Mit Abbildungen auf Tafel 3.
Ueber neuere Materialprüfungsmaschinen.
In den Fig. 2 und 3 Taf. 3 ist
nach Glaser's Annalen für
Gewerbe und Bauwesen, 1882 S. 8 eine Materialprüfungsmaschine der Elsässischen Maschinenbau-Gesellschaft in Grafenstaden
dargestellt, bei welcher die Anspannung des Probestückes durch veränderliches
Rädervorgelege mit Schraubenspindel geschieht und die übertragene Kraft durch
Gewichtshebel mit Laufgewicht gemessen wird.Vgl. auch Williamson 1882 244 * 41. Letzteres geht auf einer horizontalen
Schraubenspindel und wird mittels eines Handrades der Belastung entsprechend
allmählich nach auſsen bewegt; einer Umdrehung des Handrädchens entspricht dabei
eine Belastungsdifferenz von 500k, während eine am
Umfange des Rädchens angebrachte Theilung Abstufungen bis zu 25k ablesbar macht. Diese Einrichtung dürfte
jedenfalls vor derjenigen mit fester Wagschale und veränderlichem Gewichte den
Vorzug gröſserer Handlichkeit haben und zu genaueren Versuchsresultaten führen.
Namentlich ist wichtig, daſs sich hier die Elasticitätsgrenze scharf markiren wird,
indem der Gewichtshebel in Folge der plötzlich eintretenden groſsen Dehnung des
Probestückes auf seine Unterlage herabsinkt.
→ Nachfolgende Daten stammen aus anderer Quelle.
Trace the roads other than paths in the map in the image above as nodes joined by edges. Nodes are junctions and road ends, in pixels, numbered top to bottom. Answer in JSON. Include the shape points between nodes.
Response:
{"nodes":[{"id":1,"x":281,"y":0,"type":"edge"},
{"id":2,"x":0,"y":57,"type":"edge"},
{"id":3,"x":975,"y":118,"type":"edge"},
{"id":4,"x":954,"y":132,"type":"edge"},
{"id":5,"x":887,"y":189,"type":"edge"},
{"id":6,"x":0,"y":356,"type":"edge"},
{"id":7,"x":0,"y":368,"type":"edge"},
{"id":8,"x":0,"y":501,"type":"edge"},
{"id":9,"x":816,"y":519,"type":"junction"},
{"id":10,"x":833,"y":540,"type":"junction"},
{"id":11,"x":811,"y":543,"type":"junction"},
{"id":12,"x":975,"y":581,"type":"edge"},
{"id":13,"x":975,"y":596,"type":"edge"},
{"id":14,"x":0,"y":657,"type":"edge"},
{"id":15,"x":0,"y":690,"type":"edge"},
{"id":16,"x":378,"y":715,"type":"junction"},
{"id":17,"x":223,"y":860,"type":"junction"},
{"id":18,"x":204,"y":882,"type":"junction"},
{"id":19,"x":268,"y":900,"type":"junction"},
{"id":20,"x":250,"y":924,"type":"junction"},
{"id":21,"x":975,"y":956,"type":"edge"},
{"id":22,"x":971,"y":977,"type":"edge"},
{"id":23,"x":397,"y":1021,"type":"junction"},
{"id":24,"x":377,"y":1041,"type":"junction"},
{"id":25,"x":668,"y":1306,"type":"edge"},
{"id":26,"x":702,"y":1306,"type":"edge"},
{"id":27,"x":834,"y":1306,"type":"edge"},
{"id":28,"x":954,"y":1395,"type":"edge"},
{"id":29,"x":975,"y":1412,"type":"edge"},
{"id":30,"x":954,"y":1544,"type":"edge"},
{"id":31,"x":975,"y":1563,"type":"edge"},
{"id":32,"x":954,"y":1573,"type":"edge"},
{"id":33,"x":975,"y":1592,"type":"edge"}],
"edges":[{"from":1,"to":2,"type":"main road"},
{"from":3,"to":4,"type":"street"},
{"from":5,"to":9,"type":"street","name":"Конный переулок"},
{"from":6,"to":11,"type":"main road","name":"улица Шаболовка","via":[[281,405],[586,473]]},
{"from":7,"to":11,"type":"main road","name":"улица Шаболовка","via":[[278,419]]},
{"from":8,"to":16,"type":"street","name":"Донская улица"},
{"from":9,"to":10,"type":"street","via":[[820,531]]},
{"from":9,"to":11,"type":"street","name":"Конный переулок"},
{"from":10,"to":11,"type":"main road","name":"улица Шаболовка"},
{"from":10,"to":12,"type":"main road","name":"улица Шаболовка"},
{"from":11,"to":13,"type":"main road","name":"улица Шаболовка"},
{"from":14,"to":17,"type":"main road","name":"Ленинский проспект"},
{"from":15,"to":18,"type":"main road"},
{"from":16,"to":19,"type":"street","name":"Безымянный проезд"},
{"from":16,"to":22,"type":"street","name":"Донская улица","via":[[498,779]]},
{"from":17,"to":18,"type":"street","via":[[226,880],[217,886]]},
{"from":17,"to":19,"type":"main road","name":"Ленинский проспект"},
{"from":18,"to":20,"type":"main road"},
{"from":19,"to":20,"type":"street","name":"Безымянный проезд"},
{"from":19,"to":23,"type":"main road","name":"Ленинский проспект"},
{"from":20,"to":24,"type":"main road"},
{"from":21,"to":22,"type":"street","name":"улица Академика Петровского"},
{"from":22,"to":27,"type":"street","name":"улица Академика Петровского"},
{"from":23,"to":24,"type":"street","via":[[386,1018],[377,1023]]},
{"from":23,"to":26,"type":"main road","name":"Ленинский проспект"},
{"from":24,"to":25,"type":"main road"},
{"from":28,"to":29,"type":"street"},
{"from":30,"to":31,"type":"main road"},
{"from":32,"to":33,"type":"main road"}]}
Die Theilung des Hebels geht bis zu
40000k; Zulagegewichte machen übrigens
Belastungen bis zu 50000k möglich.
Besondere Sorgfalt ist auf Construction der Einspannvorrichtung verwendet, welche
durch Einschaltung kugelförmiger Auflagerflächen das Eintreten nicht beabsichtigter
Spannungen im Probestück verhindert. Die Maschine läſst sich für Zerreiſsungs-,
Zerdrückungs- und Biegeproben verwenden; dabei ist die gröſste Weite zwischen den
Einspannapparaten 380mm, die geringste 150mm. – Auf Verlangen wird eine Controlwage
beigegeben, um ein Nachjustiren der Wägevorrichtung vornehmen zu können.
In der Gesammtanordnung wie in der Einzelconstruction ist die Maschine gut
durchgebildet und dürfte deshalb wohl Beachtung verdienen, wenn ihr auch gegenwärtig
noch eine bedeutsame Verbesserung fehlt, welche bei den neuesten Zerreiſsmaschinen
angebracht wurde: die Einrichtung zum Registriren. Das Bedürfniſs, den Zusammenhang
zwischen Kraft und der dadurch hervorgebrachten Form Veränderung im Probestück in
allen Phasen auf das genaueste verfolgen zu können, muſste naturgemäſs dazu führen,
die Zerreiſsmaschinen mit einem Schreibapparat zu versehen, welcher, selbstthätig
arbeitend, das Verhältniſs jener beiden Gröſsen in jedem Augenblick verzeichnet.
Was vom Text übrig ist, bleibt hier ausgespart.